- **EXERCISE OBJECTIVE**:
Exactly as written, repeat all of the records below.

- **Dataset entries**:
------------

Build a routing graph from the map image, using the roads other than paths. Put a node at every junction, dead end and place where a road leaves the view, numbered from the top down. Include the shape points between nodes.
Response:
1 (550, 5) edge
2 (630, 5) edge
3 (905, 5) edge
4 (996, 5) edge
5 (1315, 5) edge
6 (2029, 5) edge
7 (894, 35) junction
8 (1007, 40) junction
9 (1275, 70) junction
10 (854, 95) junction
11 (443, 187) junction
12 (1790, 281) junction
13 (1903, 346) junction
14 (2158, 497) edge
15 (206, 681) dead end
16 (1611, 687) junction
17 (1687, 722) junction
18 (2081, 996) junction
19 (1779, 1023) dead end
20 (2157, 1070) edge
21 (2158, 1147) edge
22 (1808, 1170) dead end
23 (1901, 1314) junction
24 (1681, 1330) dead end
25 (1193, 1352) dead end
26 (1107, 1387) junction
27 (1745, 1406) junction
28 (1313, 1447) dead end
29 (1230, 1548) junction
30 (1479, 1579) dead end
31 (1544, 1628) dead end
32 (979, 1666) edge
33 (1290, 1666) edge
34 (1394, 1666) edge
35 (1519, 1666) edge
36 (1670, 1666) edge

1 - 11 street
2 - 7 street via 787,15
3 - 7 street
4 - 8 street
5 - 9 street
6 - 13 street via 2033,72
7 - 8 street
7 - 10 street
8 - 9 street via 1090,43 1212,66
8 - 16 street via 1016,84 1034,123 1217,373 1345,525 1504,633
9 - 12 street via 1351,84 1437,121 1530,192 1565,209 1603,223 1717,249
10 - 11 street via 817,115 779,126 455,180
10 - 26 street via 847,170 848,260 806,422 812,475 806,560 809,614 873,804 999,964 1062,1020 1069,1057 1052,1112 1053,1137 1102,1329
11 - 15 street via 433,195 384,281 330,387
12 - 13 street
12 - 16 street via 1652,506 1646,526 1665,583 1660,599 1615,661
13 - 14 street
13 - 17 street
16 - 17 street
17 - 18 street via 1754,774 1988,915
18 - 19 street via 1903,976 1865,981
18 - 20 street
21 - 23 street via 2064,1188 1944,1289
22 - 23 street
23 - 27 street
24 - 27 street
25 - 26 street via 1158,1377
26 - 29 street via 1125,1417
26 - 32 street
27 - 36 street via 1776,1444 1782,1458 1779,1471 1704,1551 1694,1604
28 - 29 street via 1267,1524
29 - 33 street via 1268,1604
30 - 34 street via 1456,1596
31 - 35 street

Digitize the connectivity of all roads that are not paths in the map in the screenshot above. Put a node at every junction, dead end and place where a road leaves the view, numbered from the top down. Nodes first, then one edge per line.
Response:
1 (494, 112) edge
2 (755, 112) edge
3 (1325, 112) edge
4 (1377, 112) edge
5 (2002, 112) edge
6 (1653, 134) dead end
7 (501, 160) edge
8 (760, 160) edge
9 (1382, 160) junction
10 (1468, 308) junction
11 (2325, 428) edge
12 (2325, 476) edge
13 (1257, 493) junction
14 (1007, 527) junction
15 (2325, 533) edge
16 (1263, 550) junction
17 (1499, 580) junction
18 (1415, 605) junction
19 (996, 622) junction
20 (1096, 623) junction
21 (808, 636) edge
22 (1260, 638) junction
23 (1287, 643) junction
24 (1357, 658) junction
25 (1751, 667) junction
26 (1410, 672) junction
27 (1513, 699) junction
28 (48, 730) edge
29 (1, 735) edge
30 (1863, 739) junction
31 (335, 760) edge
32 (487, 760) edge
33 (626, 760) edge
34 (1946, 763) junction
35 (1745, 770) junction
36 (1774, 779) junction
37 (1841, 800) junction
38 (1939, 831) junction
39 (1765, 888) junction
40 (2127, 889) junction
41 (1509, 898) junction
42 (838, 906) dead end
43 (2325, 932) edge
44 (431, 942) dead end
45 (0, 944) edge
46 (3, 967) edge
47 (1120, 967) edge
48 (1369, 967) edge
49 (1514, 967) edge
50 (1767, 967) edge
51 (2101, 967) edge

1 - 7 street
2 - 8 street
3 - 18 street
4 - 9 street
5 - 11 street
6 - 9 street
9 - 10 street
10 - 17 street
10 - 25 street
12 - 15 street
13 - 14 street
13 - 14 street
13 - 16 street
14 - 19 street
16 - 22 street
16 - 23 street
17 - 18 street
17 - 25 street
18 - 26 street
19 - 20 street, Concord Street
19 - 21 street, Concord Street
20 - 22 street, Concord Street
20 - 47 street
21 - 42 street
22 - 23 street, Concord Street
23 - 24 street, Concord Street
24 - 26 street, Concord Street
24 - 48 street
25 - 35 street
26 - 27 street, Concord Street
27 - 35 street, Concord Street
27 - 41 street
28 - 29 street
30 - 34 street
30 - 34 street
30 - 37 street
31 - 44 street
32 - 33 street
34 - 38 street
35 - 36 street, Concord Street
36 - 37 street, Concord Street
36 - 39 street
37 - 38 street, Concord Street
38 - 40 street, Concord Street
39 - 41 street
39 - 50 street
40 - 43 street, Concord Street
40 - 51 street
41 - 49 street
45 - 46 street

------------

- **ANSWER BOX**:
Build a routing graph from the map image, using the roads other than paths. Put a node at every junction, dead end and place where a road leaves the view, numbered from the top down. Include the shape points between nodes.
Response:
1 (550, 5) edge
2 (630, 5) edge
3 (905, 5) edge
4 (996, 5) edge
5 (1315, 5) edge
6 (2029, 5) edge
7 (894, 35) junction
8 (1007, 40) junction
9 (1275, 70) junction
10 (854, 95) junction
11 (443, 187) junction
12 (1790, 281) junction
13 (1903, 346) junction
14 (2158, 497) edge
15 (206, 681) dead end
16 (1611, 687) junction
17 (1687, 722) junction
18 (2081, 996) junction
19 (1779, 1023) dead end
20 (2157, 1070) edge
21 (2158, 1147) edge
22 (1808, 1170) dead end
23 (1901, 1314) junction
24 (1681, 1330) dead end
25 (1193, 1352) dead end
26 (1107, 1387) junction
27 (1745, 1406) junction
28 (1313, 1447) dead end
29 (1230, 1548) junction
30 (1479, 1579) dead end
31 (1544, 1628) dead end
32 (979, 1666) edge
33 (1290, 1666) edge
34 (1394, 1666) edge
35 (1519, 1666) edge
36 (1670, 1666) edge

1 - 11 street
2 - 7 street via 787,15
3 - 7 street
4 - 8 street
5 - 9 street
6 - 13 street via 2033,72
7 - 8 street
7 - 10 street
8 - 9 street via 1090,43 1212,66
8 - 16 street via 1016,84 1034,123 1217,373 1345,525 1504,633
9 - 12 street via 1351,84 1437,121 1530,192 1565,209 1603,223 1717,249
10 - 11 street via 817,115 779,126 455,180
10 - 26 street via 847,170 848,260 806,422 812,475 806,560 809,614 873,804 999,964 1062,1020 1069,1057 1052,1112 1053,1137 1102,1329
11 - 15 street via 433,195 384,281 330,387
12 - 13 street
12 - 16 street via 1652,506 1646,526 1665,583 1660,599 1615,661
13 - 14 street
13 - 17 street
16 - 17 street
17 - 18 street via 1754,774 1988,915
18 - 19 street via 1903,976 1865,981
18 - 20 street
21 - 23 street via 2064,1188 1944,1289
22 - 23 street
23 - 27 street
24 - 27 street
25 - 26 street via 1158,1377
26 - 29 street via 1125,1417
26 - 32 street
27 - 36 street via 1776,1444 1782,1458 1779,1471 1704,1551 1694,1604
28 - 29 street via 1267,1524
29 - 33 street via 1268,1604
30 - 34 street via 1456,1596
31 - 35 street

Digitize the connectivity of all roads that are not paths in the map in the screenshot above. Put a node at every junction, dead end and place where a road leaves the view, numbered from the top down. Nodes first, then one edge per line.
Response:
1 (494, 112) edge
2 (755, 112) edge
3 (1325, 112) edge
4 (1377, 112) edge
5 (2002, 112) edge
6 (1653, 134) dead end
7 (501, 160) edge
8 (760, 160) edge
9 (1382, 160) junction
10 (1468, 308) junction
11 (2325, 428) edge
12 (2325, 476) edge
13 (1257, 493) junction
14 (1007, 527) junction
15 (2325, 533) edge
16 (1263, 550) junction
17 (1499, 580) junction
18 (1415, 605) junction
19 (996, 622) junction
20 (1096, 623) junction
21 (808, 636) edge
22 (1260, 638) junction
23 (1287, 643) junction
24 (1357, 658) junction
25 (1751, 667) junction
26 (1410, 672) junction
27 (1513, 699) junction
28 (48, 730) edge
29 (1, 735) edge
30 (1863, 739) junction
31 (335, 760) edge
32 (487, 760) edge
33 (626, 760) edge
34 (1946, 763) junction
35 (1745, 770) junction
36 (1774, 779) junction
37 (1841, 800) junction
38 (1939, 831) junction
39 (1765, 888) junction
40 (2127, 889) junction
41 (1509, 898) junction
42 (838, 906) dead end
43 (2325, 932) edge
44 (431, 942) dead end
45 (0, 944) edge
46 (3, 967) edge
47 (1120, 967) edge
48 (1369, 967) edge
49 (1514, 967) edge
50 (1767, 967) edge
51 (2101, 967) edge

1 - 7 street
2 - 8 street
3 - 18 street
4 - 9 street
5 - 11 street
6 - 9 street
9 - 10 street
10 - 17 street
10 - 25 street
12 - 15 street
13 - 14 street
13 - 14 street
13 - 16 street
14 - 19 street
16 - 22 street
16 - 23 street
17 - 18 street
17 - 25 street
18 - 26 street
19 - 20 street, Concord Street
19 - 21 street, Concord Street
20 - 22 street, Concord Street
20 - 47 street
21 - 42 street
22 - 23 street, Concord Street
23 - 24 street, Concord Street
24 - 26 street, Concord Street
24 - 48 street
25 - 35 street
26 - 27 street, Concord Street
27 - 35 street, Concord Street
27 - 41 street
28 - 29 street
30 - 34 street
30 - 34 street
30 - 37 street
31 - 44 street
32 - 33 street
34 - 38 street
35 - 36 street, Concord Street
36 - 37 street, Concord Street
36 - 39 street
37 - 38 street, Concord Street
38 - 40 street, Concord Street
39 - 41 street
39 - 50 street
40 - 43 street, Concord Street
40 - 51 street
41 - 49 street
45 - 46 street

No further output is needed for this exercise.